Parole is a form of supervised release granted to individuals who have served a portion of their prison sentences. In 2020, the National Institute of Corrections reported the number of parolees in Tennessee was 12,407.
While parole offers an opportunity for reintegrating into society, it comes with specific conditions and requirements. Violating these conditions can have serious consequences.
Technical violations vs. new offenses
Parole violations are in two main categories: technical violations and new offenses. Technical violations occur when a parolee fails to adhere to the conditions of their parole, such as missing appointments or not completing required programs. New offenses involve the commission of a new criminal act while on parole.
Arrest and detention
When there is a suspicion a parolee violated their parole conditions, authorities can arrest and detain them.
Parole revocation hearing
A parolee has the right to a parole revocation hearing before the court or parole board makes any final decision. At this hearing, the individual and authorities can present evidence related to the alleged violations to prove or disprove the allegations.
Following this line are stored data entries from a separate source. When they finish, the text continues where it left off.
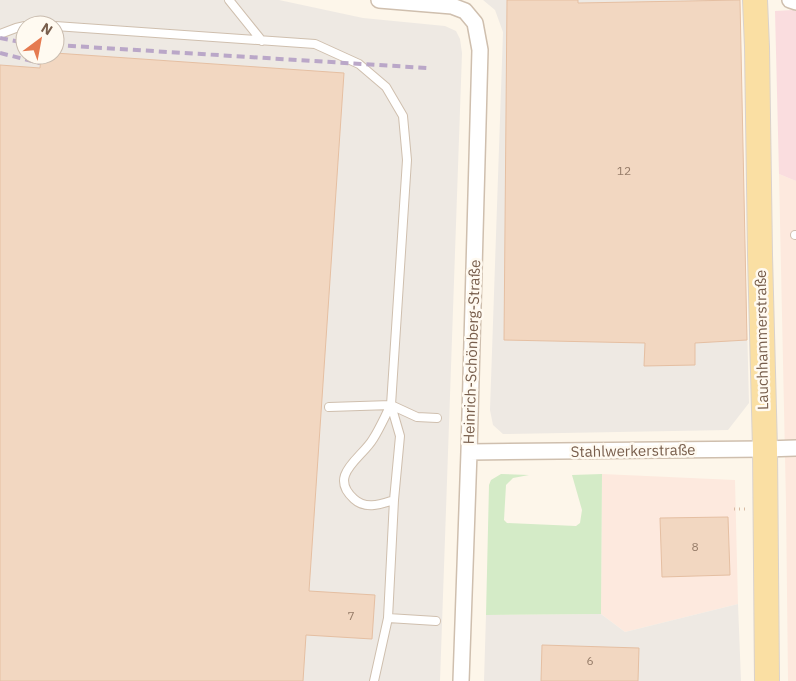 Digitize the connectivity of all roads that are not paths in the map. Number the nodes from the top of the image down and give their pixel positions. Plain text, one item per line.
1 (229, 0) edge
2 (379, 0) edge
3 (755, 0) edge
4 (790, 0) edge
5 (796, 2) edge
6 (65, 27) edge
7 (15, 28) edge
8 (0, 34) edge
9 (262, 40) junction
10 (391, 405) junction
11 (329, 407) dead end
12 (438, 418) dead end
13 (796, 448) edge
14 (765, 449) junction
15 (469, 452) junction
16 (394, 500) junction
17 (388, 618) junction
18 (436, 621) dead end
19 (374, 681) edge
20 (461, 681) edge
21 (767, 681) edge

1 - 9 lane
2 - 15 street, Heinrich-Schönberg-Straße
3 - 14 main road, Lauchhammerstraße
4 - 5 street
6 - 9 lane
7 - 8 lane
9 - 10 lane
10 - 11 lane
10 - 12 lane
10 - 16 lane
10 - 16 lane
13 - 14 street, Stahlwerkerstraße
14 - 15 street, Stahlwerkerstraße
14 - 21 main road, Lauchhammerstraße
15 - 20 street, Heinrich-Schönberg-Straße
16 - 17 lane
17 - 18 lane
17 - 19 lane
If authorities find the parolee committed a technical violation, the parole board may impose sanctions such as additional supervision, mandatory programs or curfew. For more severe technical violations or new offenses, the parolee may go back to prison.
Parolees who return to prison may have to serve the remainder of their original sentence. This can be a substantial period, depending on the original offense and the time already served on parole.
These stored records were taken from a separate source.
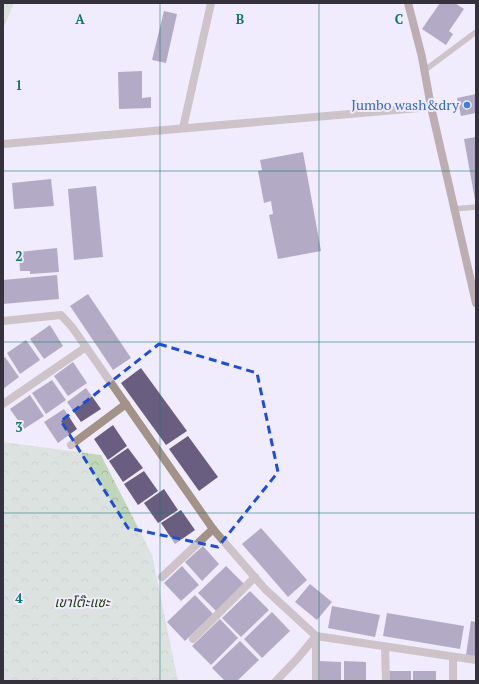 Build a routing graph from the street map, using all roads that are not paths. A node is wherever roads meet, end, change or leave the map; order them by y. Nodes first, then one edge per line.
1 (211, 3) edge
2 (408, 3) edge
3 (476, 32) edge
4 (425, 70) junction
5 (430, 107) junction
6 (183, 128) junction
7 (3, 144) edge
8 (476, 207) edge
9 (454, 209) junction
10 (476, 304) edge
11 (3, 321) edge
12 (86, 347) junction
13 (3, 404) edge
14 (126, 404) junction
15 (71, 445) dead end
16 (213, 529) junction
17 (162, 577) dead end
18 (255, 577) junction
19 (316, 636) junction
20 (193, 639) dead end
21 (385, 647) junction
22 (453, 657) junction
23 (476, 660) edge
24 (276, 681) edge
25 (316, 681) edge
26 (386, 681) edge
27 (453, 681) edge

1 - 6 street
2 - 4 street
3 - 4 lane
4 - 5 street
5 - 6 street
5 - 9 street
6 - 7 street
8 - 9 lane
9 - 10 street
11 - 12 street
12 - 13 street
12 - 14 street
14 - 15 street
14 - 16 street
16 - 17 street
16 - 18 street
18 - 19 street
18 - 20 street
19 - 21 street
19 - 24 street
19 - 25 street
21 - 22 street
21 - 26 street
22 - 23 street
22 - 27 street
Tennessee has mandatory minimum sentences for certain offenses. If a parolee commits one of these offenses while on parole, they may face a mandatory minimum prison term before becoming eligible for parole again.
Parolees who violate their parole conditions may also forfeit any good time credits they earned during their initial incarceration. These credits can significantly reduce the time served in prison.
Committing a parole violation can impact a parolee’s chances of parole in the future. The parole board may view the individual as a higher risk and not eligible for early release.
Parole violations can make it more challenging for parolees to secure stable employment and housing, which are crucial factors in successful reintegration into society.
Violating parole can lead to serious repercussions. It is in the best interests of those within the system and society as a whole to find ways to help discourage parole violations.